Riforma della scuola
RIFORMA
DELLA SCUOLA SECONDO GOVERNO
di
Alan Albertosi*
Con
il decreto legge 137 del 1/09/2008 il Ministro Gelmini ha iniziato a
dare esecuzione alle decisioni di politica scolastica prese dal
Ministro Tremonti, in particolare con la legge 133 del 06/08/2008
(conversione del decreto legge 112) che contiene il taglio di otto
miliardi di euro delle spese per l’istruzione attraverso la
riduzione degli organici.
Il
contenuto e le conseguenze di tali provvedimenti contribuiscono ad
esplicitare il disegno autoritario perseguito dal Governo, evidente
peraltro anche nei provvedimenti relativi alle politiche del lavoro e
contrattazione collettiva.
Il
decreto legge n. 137/08 abolisce il modello di organizzazione
didattica della scuola elementare reintroducendo il “maestro
unico”.
Un
tempo (anni Cinquanta e Sessanta) il singolo maestro o la singola
maestra erano gli unici titolari della classe: ogni maestra/o
insegnava tutte le materie, affrontava tutti i problemi della
didattica e dalla classe, con un orario di lezione di 24 ore
settimanali: dalle otto di mattina alle dodici. La scuola era
pertanto molto selettiva perché un'unica figura, e per poco
tempo, non era in grado di approfondire le conoscenze né di
limitare la dispersione scolastica intervenendo sulle fasce più
deboli di scolari. Poi, proprio attraverso la sperimentazione della
pluralità docente nel Tempo Pieno degli anni Settanta si è
visto che la collaborazione e suddivisione dei compiti tra docenti
limitava l'insuccesso scolastico e migliorava la qualità
dell'insegnamento. Così con gli anni Novanta la contitolarità
docente è stata estesa a tutta la scuola elementare e gli
orari di funzionamento della scuola elementare vanno da 27 ore ad un
massimo di 40.
Va
anche ricordato che la scuola primaria attuale si trova ai primi
posti di qualità nelle statistiche OCSE.
Gli
effetti della legge 133/08 saranno pesantissimi per tutti gli ordini
e gradi di scuola, chiamati a dare il proprio “contributo”
ad
una manovra che ridurrà di 87.000 unità gli insegnanti
e di circa 45.000 il personale ATA, vanificando le attese di migliaia
di lavoratori precari.

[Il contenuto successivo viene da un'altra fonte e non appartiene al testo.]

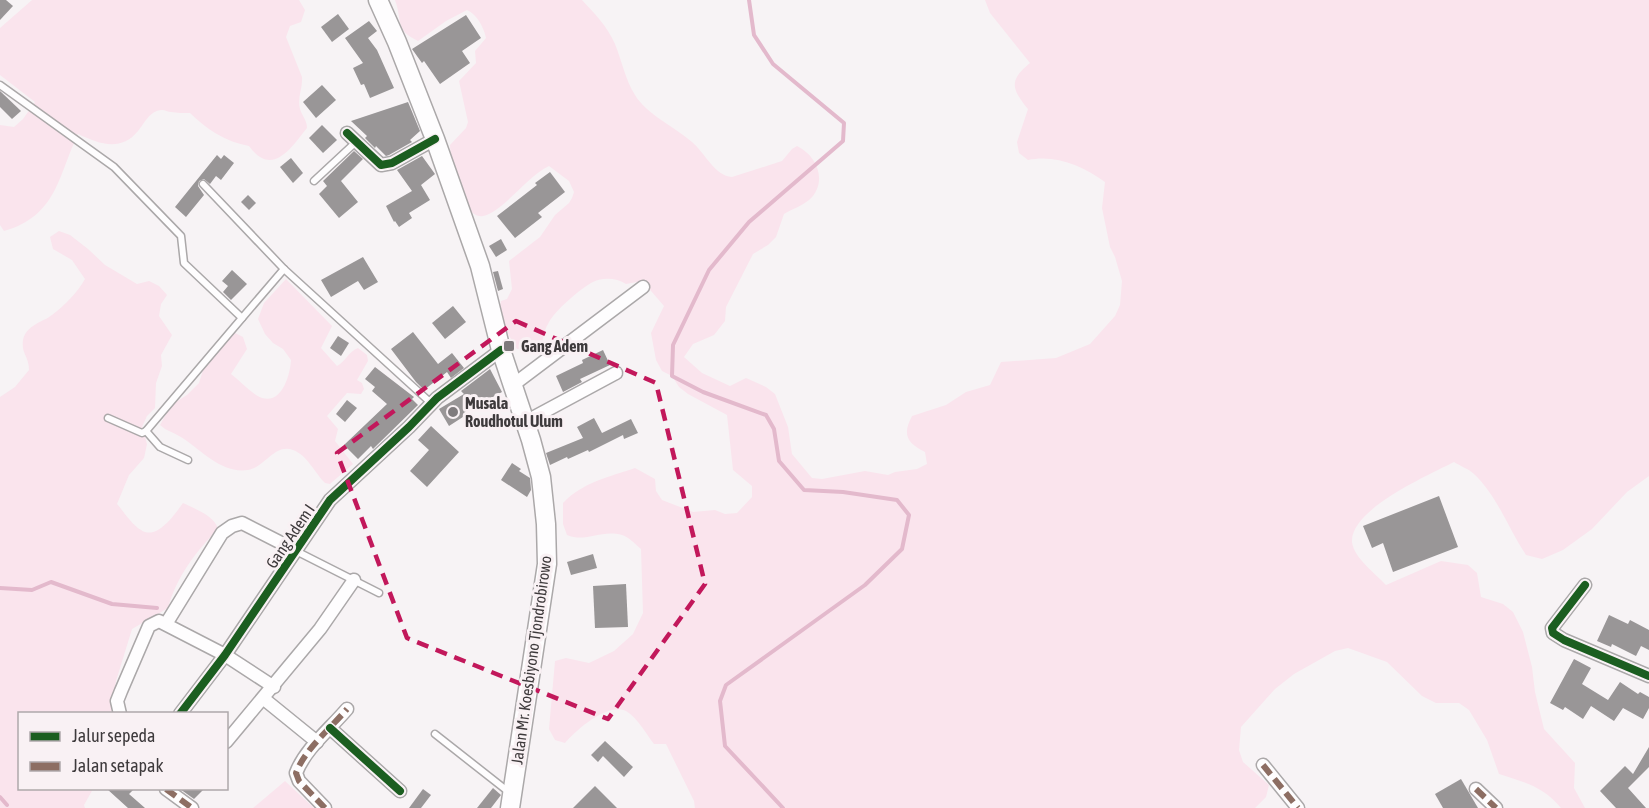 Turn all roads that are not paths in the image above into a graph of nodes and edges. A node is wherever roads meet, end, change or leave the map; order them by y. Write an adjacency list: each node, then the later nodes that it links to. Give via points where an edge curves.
1 (378, 0): 4 (main road, Jalan Mr. Koesbiyono Tjondrobirowo)
2 (0, 85): 9 (lane, via 114,167 181,236 184,263)
3 (351, 137): 4 (street, via 381,165); 5 (lane)
4 (435, 139): 10 (main road, Jalan Mr. Koesbiyono Tjondrobirowo, via 480,266)
5 (314, 181)
6 (203, 184): 7 (lane)
7 (284, 269): 9 (lane); 13 (lane)
8 (643, 287): 12 (street)
9 (242, 318): 16 (lane)
10 (501, 350): 12 (main road, Jalan Mr. Koesbiyono Tjondrobirowo); 13 (street, Gang Adem I)
11 (616, 373): 15 (street)
12 (513, 385): 15 (main road, Jalan Mr. Koesbiyono Tjondrobirowo)
13 (431, 403): 18 (street, Gang Adem I, via 330,500)
14 (108, 418): 16 (lane, via 142,433)
15 (525, 422): 38 (main road, Jalan Mr. Koesbiyono Tjondrobirowo, via 541,477 547,564)
16 (146, 431): 17 (lane, via 160,447)
17 (188, 460)
18 (295, 550): 19 (lane); 22 (street, via 242,523 226,529); 23 (street, Gang Adem I)
19 (354, 580): 21 (lane); 25 (street)
20 (1585, 585): 24 (street, via 1556,621 1553,633)
21 (379, 593)
22 (166, 624): 23 (street); 28 (street, via 153,622 149,627 117,701)
23 (225, 655): 25 (street); 29 (street, Gang Adem I)
24 (1649, 676)
25 (274, 687): 26 (street)
26 (264, 699): 32 (street); 33 (street)
27 (347, 709): 30 (street)
28 (120, 712)
29 (182, 712)
30 (330, 728): 33 (street); 37 (street)
31 (435, 734): 38 (lane)
32 (228, 740)
33 (317, 742): 40 (street, via 296,773)
34 (1263, 765): 41 (street)
35 (1476, 789): 42 (street)
36 (167, 790): 39 (street)
37 (400, 791)
38 (511, 801)
39 (192, 808)
40 (325, 808)
41 (1298, 808)
42 (1496, 808)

I tagli del personale, attuati in presenza di
un sensibile aumento degli alunni in tutti gli ordini di scuola,
soprattutto in alcune regioni, significa crescita consistente degli
alunni in ogni classe e la conseguente impossibilità per i
docenti di svolgere un lavoro di qualità. Si ridurrà
così il tempo scuola nella scuola elementare e nelle materne
statali, con una inevitabile riduzione delle esperienze di tempo
pieno nella scuola primaria. Nelle scuole medie tagliando il tempo
prolungato e nelle scuole superiori con la diminuzione delle ore di
lezione si snatureranno gli istituti professionali e tecnici
favorendo il modello dei licei. Siamo
di fronte alla decisione di smantellare progressivamente il sistema
della scuola pubblica definito dalla nostra Costituzione. Una scuola
diversa, quindi, nella quale i più deboli economicamente e
socialmente saranno penalizzati ed espulsi precocemente.
Il
tempo scuola, che viene pesantemente ridotto dalle norme e dai tagli
del personale, è un elemento fondamentale di eguaglianza fra i
cittadini, ed è servito e serve per dare una risposta sociale
e di sistema a diverse richieste sociali:
Una
maggiore quantità e qualità dell’istruzione e’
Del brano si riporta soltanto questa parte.